Limpiar y mantener el tapizado
Una de las técnicas que más me gustan para decorar los muebles es el tapizado. Aunque depende del tipo de decoración en cuestión y de los colores que escojamos, en la mayoría de los casos aporta un toque vintage y refinado a nuestro hogar. Sin embargo, tiene un pequeño inconveniente importante, ya que requiere un mantenimiento y un cuidado especial si queremos que luzca siempre perfecto.

Para empezar debes retirar el polvo acumulado en tus muebles tapizados todos los días, y para esto te recomiendo cepillar y sacudir la tela. Otra eficaz manera de retirar el polvo es pasar el aspirador, sobre todo si se trata de un mueble que se utiliza mucho a diario y está expuesto a mayor suciedad. Si descubres en tu tapizado una mancha y es reciente debes limpiarla cuanto antes, recurriendo a productos de limpieza especiales para este tipo de materiales.

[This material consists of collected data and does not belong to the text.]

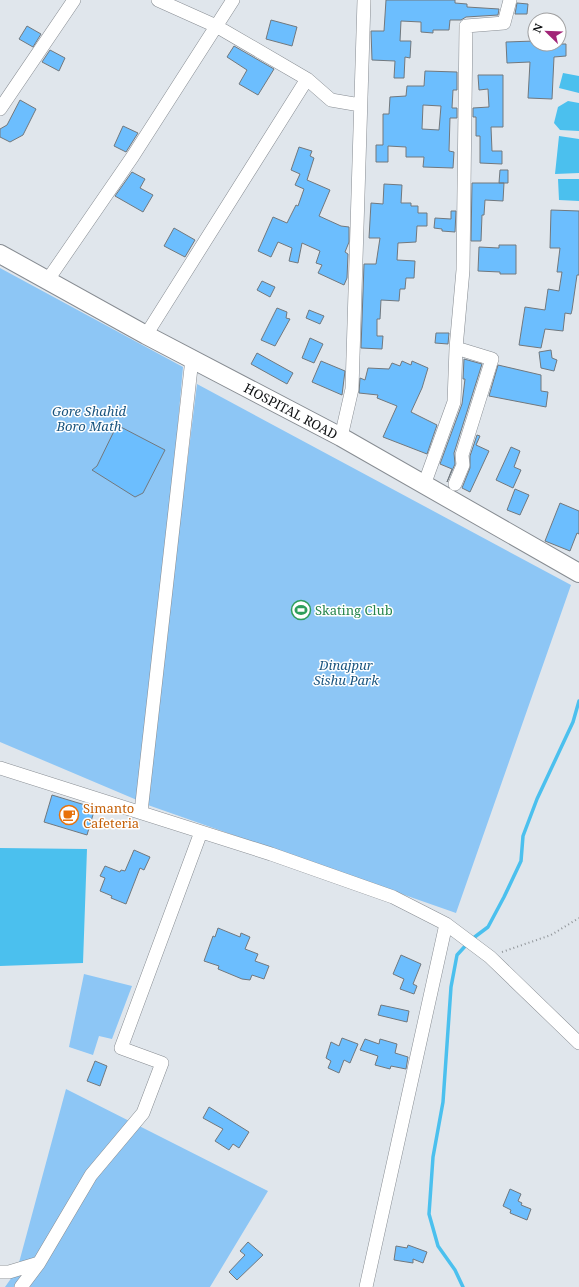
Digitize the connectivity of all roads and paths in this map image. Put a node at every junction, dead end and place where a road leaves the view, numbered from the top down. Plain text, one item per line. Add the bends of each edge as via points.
1 (74, 0) edge
2 (158, 0) edge
3 (232, 0) edge
4 (364, 0) edge
5 (510, 0) edge
6 (216, 26) junction
7 (307, 78) junction
8 (360, 105) junction
9 (0, 109) edge
10 (0, 254) edge
11 (47, 281) junction
12 (146, 334) junction
13 (456, 348) junction
14 (192, 359) junction
15 (341, 437) junction
16 (455, 484) dead end
17 (424, 485) junction
18 (579, 573) edge
19 (0, 768) edge
20 (141, 812) junction
21 (201, 832) junction
22 (579, 918) edge
23 (451, 927) junction
24 (490, 957) junction
25 (579, 1043) edge
26 (39, 1263) junction
27 (0, 1272) edge
28 (22, 1287) edge
29 (366, 1287) edge

1 - 9 street
2 - 6 street
3 - 6 street
4 - 8 street
5 - 13 street via 504,23 466,26 463,270
6 - 7 street
6 - 11 street via 133,156
7 - 8 street via 331,100
7 - 12 street
8 - 15 street via 352,389
10 - 11 main road, HOSPITAL ROAD
11 - 12 main road, HOSPITAL ROAD
12 - 14 main road, HOSPITAL ROAD
13 - 16 street via 492,359 462,455 463,465
13 - 17 street via 454,402
14 - 15 main road, HOSPITAL ROAD
14 - 20 street
15 - 17 main road, HOSPITAL ROAD
17 - 18 main road, HOSPITAL ROAD
19 - 20 street
20 - 21 street
21 - 23 street via 393,897
21 - 26 street via 121,1048 162,1063 143,1113 91,1175
22 - 24 path via 551,935
23 - 24 street
23 - 29 street
24 - 25 street
26 - 27 street via 9,1272
26 - 28 street

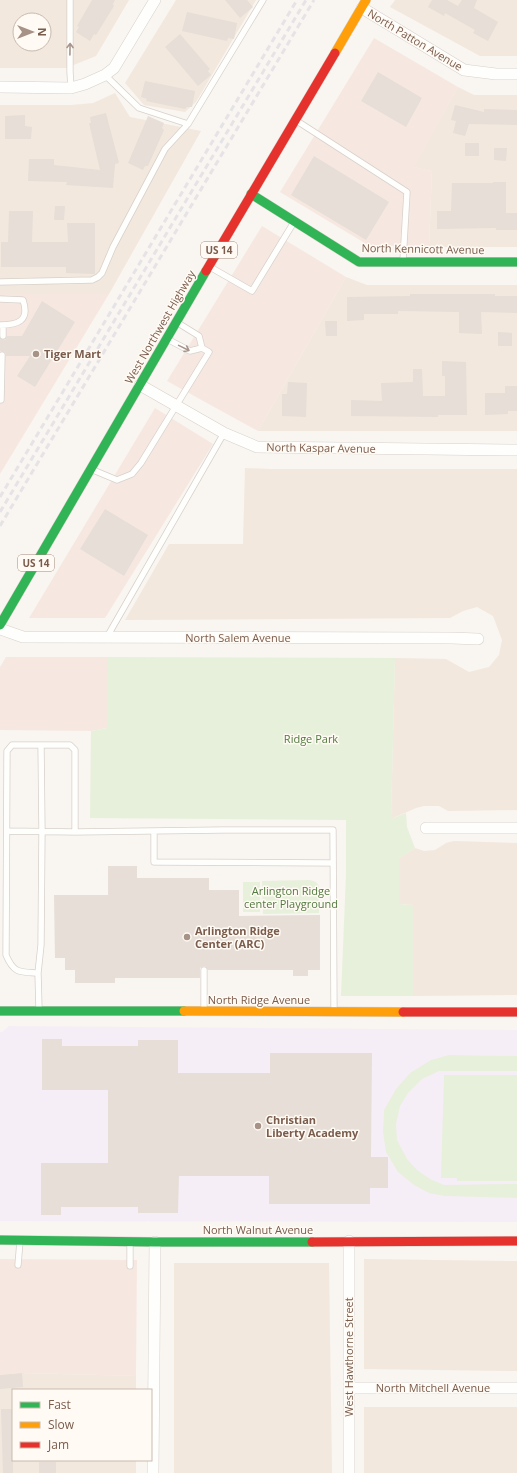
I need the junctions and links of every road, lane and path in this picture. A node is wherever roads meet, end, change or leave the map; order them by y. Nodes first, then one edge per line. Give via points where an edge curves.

Recuerda que debes frotar la superficie de tu mueble suavemente con un trapo, y siempre desde los bordes hacia el centro del tapizado, evitando así que la macha adquiera una dimensión mucho mayor. En aquellos casos en los que la mancha es antigua y está reseca, tal vez sea más conveniente consultar a un experto, porque este tipo de suciedades son más difíciles de retirar.

Aunque si la mancha es líquida, por ejemplo de café o de chocolate, tendrás que preparar una mezcla especial y para ello deberás mezclar cuatro partes de agua, por una de agua oxigenada y una gota de amoníaco. Cuando hayas conseguido una mezcla homogénea podrás aplicarla sobre la zona afectada frotando suavemente con un trapo.

En cualquier caso, te recomiendo que una vez al año realices una limpieza bastante exhaustiva, y para ello lo mejor es visitar las tiendas de bricolaje y del hogar para comprar una espuma especial para tapicería. Y no te olvides de que antes de aplicar el producto por toda la superficie, tienes que comprobar que los colores no se mezclan, algo bastante frecuente en algunos muebles.